Новый шорох… Мы вскочили на ноги, выхватили из кобур пистолеты. «Кто здесь?» — рявкнул своим громовым басом Михалев. Я щелкнул курком ТТ. Мы приготовились принять бой.
Но из-за машины, из мрака, в свет наших фонарей вышли две маленькие — одна другой меньше — худенькие фигурки.
— Мальчики мы, — ответил один из них дрожащим голоском на вопрос Михалева.
Ему, этому старшему из братьев, едва исполнилось одиннадцать, второму не было и восьми.
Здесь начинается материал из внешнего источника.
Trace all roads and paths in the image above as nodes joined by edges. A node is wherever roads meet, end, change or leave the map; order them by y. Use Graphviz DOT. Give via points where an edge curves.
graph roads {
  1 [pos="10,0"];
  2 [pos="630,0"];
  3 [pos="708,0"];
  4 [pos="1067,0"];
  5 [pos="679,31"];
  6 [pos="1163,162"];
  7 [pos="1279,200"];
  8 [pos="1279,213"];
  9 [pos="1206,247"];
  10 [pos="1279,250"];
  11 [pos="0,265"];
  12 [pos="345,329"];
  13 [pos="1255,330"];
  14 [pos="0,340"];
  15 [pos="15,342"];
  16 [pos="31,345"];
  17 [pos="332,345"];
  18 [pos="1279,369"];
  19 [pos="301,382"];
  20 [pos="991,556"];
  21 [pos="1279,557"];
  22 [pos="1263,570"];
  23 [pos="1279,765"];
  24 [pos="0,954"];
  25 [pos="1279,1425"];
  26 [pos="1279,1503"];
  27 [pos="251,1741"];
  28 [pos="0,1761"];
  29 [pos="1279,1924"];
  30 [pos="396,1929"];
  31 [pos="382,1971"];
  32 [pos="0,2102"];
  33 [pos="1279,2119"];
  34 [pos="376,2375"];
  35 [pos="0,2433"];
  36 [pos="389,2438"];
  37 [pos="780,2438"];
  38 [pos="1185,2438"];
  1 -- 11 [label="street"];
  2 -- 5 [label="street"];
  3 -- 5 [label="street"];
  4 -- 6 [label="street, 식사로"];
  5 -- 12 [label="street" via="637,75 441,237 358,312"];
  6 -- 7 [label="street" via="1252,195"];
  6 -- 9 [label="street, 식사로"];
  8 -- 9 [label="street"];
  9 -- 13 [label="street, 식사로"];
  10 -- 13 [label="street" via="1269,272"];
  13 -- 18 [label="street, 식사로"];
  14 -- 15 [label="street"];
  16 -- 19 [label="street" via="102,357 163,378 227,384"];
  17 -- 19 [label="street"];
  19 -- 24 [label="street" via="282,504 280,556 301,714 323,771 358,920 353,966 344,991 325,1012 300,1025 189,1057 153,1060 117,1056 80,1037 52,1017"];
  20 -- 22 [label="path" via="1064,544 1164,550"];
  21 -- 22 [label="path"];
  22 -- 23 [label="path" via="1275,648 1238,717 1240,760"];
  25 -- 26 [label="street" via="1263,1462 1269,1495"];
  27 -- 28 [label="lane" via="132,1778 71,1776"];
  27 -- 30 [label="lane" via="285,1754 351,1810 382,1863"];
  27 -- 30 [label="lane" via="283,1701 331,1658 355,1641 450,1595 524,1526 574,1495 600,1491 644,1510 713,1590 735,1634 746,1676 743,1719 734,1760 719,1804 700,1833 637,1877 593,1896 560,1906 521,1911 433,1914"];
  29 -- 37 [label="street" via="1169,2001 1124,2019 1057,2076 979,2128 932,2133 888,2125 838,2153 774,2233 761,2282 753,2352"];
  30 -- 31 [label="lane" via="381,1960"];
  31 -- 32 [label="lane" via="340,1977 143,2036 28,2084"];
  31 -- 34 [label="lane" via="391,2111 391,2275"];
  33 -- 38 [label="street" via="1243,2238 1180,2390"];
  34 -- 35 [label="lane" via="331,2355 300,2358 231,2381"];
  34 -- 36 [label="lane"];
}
Родители отправили обоих на лето в деревню. Жили они у бабушки, где-то возле Кингисеппа, купались в речке, ловили пескарей, ходили за грибами. Но вот налетела война, из каких-то Дальних далей пришли немцы. Бабушка — она старенькая — осталась в деревне. «А мы же никак не можем оставаться у фашистов: я — пионер, Витька — октябренок. За нами должны были приехать. Но папа, наверно, на фронте. Он у нас знаете какой! Он очень храбрый. А мама… Не случилось ли что-нибудь с мамой?.. У нее сердце больное».